Her father will not be exiled now. She has a letter confirming that. It is on the desk across the room. The letter had warned that Lady Yu-lan might send someone with malevolent purpose to their house tonight. Guards would be provided. It had also informed her that the celestial emperor, in his supreme compassion, had himself rescinded the order of exile for Court Gentleman Lin Kuo. He was to be raised in rank, instead.
The serene and exalted emperor also wished to have conveyed his personal commendation to Lady Lin Shan for her well-formed brush strokes. She was commanded to attend upon him in the Genyue the following afternoon.

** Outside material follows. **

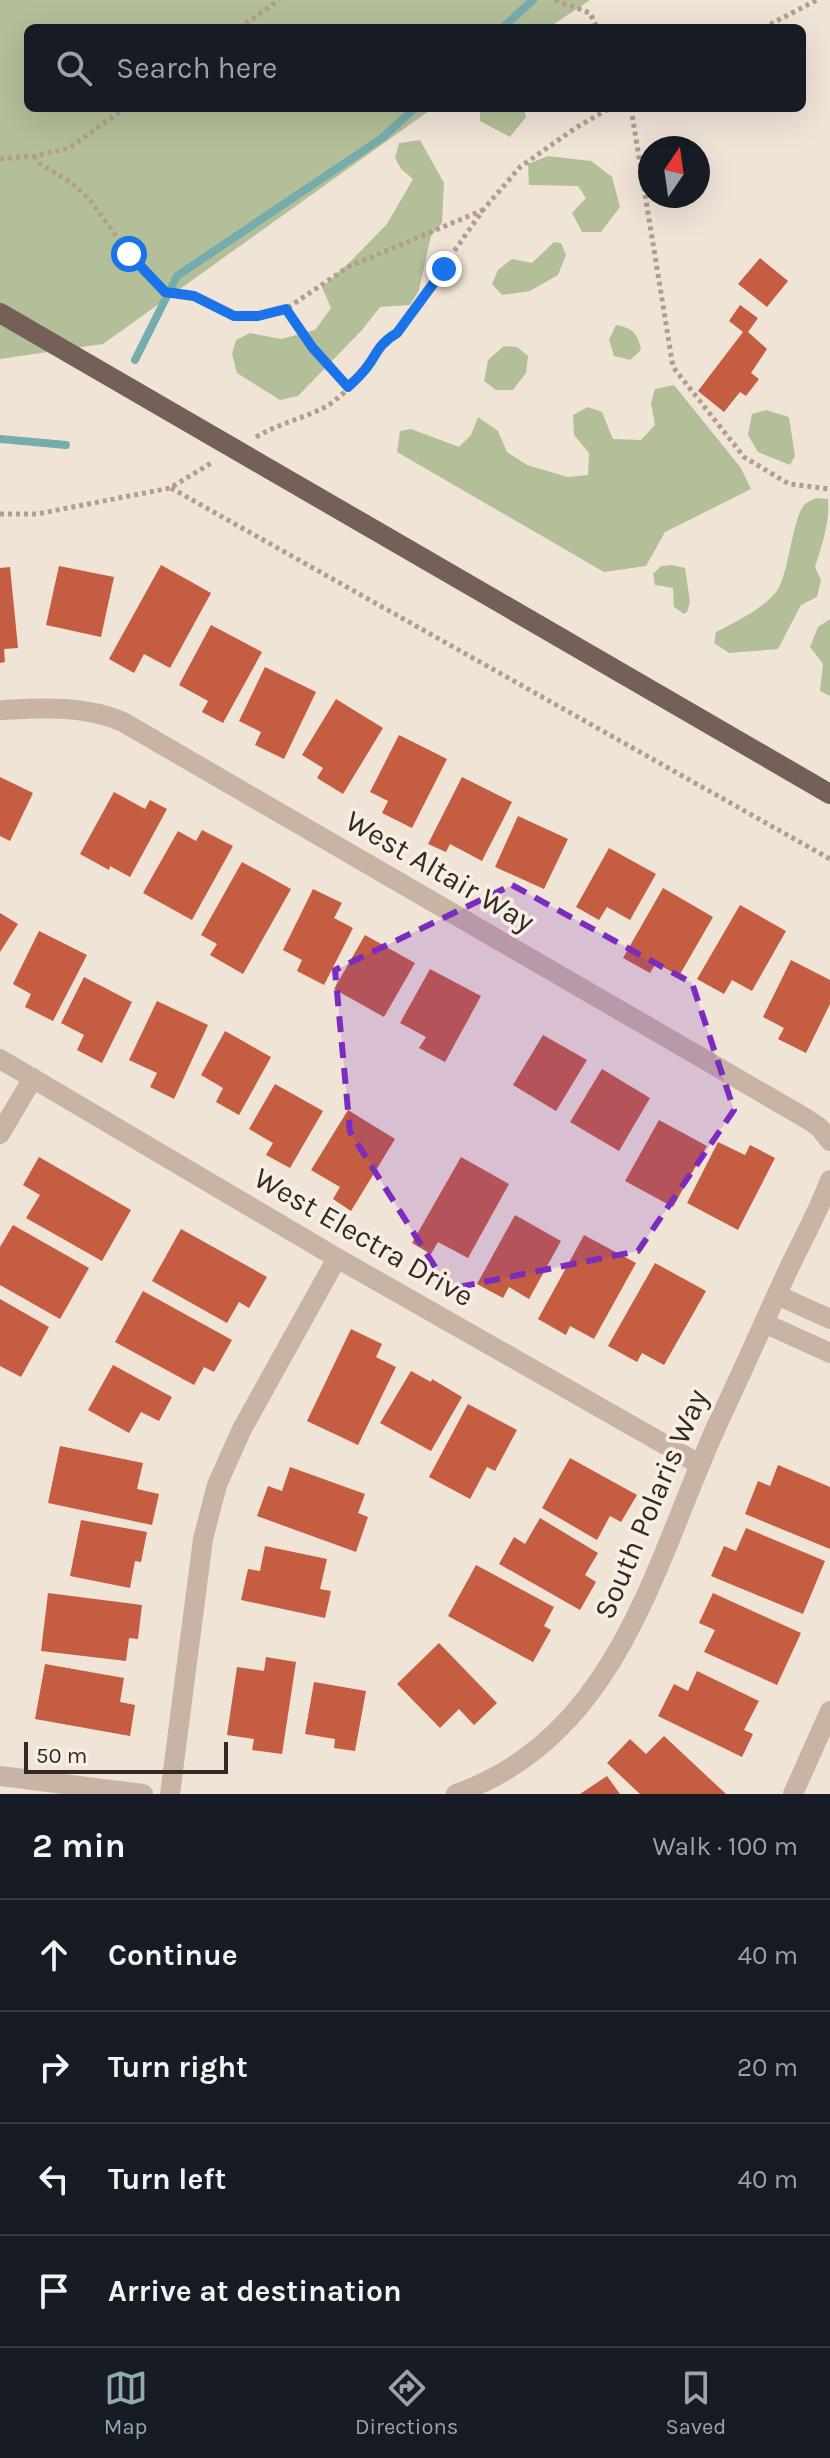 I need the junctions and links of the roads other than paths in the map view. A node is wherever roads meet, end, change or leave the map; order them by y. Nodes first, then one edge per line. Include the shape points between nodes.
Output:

They are to discuss calligraphy and other matters.
Imperial guards would call for her, the letter advised. It was suggested by the writer that she might wish to bring some of her own songs, in her own hand, as gifts for the emperor.
The letter was signed by Hang Dejin, prime minister of Kitai.
The emperor wishes to see her. In his garden. She is to bring her songs. It is beyond belief. If she doesn’t understand her own nature, Lin Shan thinks, how can she possibly hope to understand the world?
She begins to cry. She dislikes that, but there is no one else in the room now, and so she permits herself this. It is the middle of the night. The moon is west. She drinks hot, scented tea from Szechen in an autumn room lit by three lamps, crowded with ancient bronze, and she watches her tears fall into the cup.
There might be a song in that, she thinks. She wonders where her husband is tonight, if he has reached Xinan.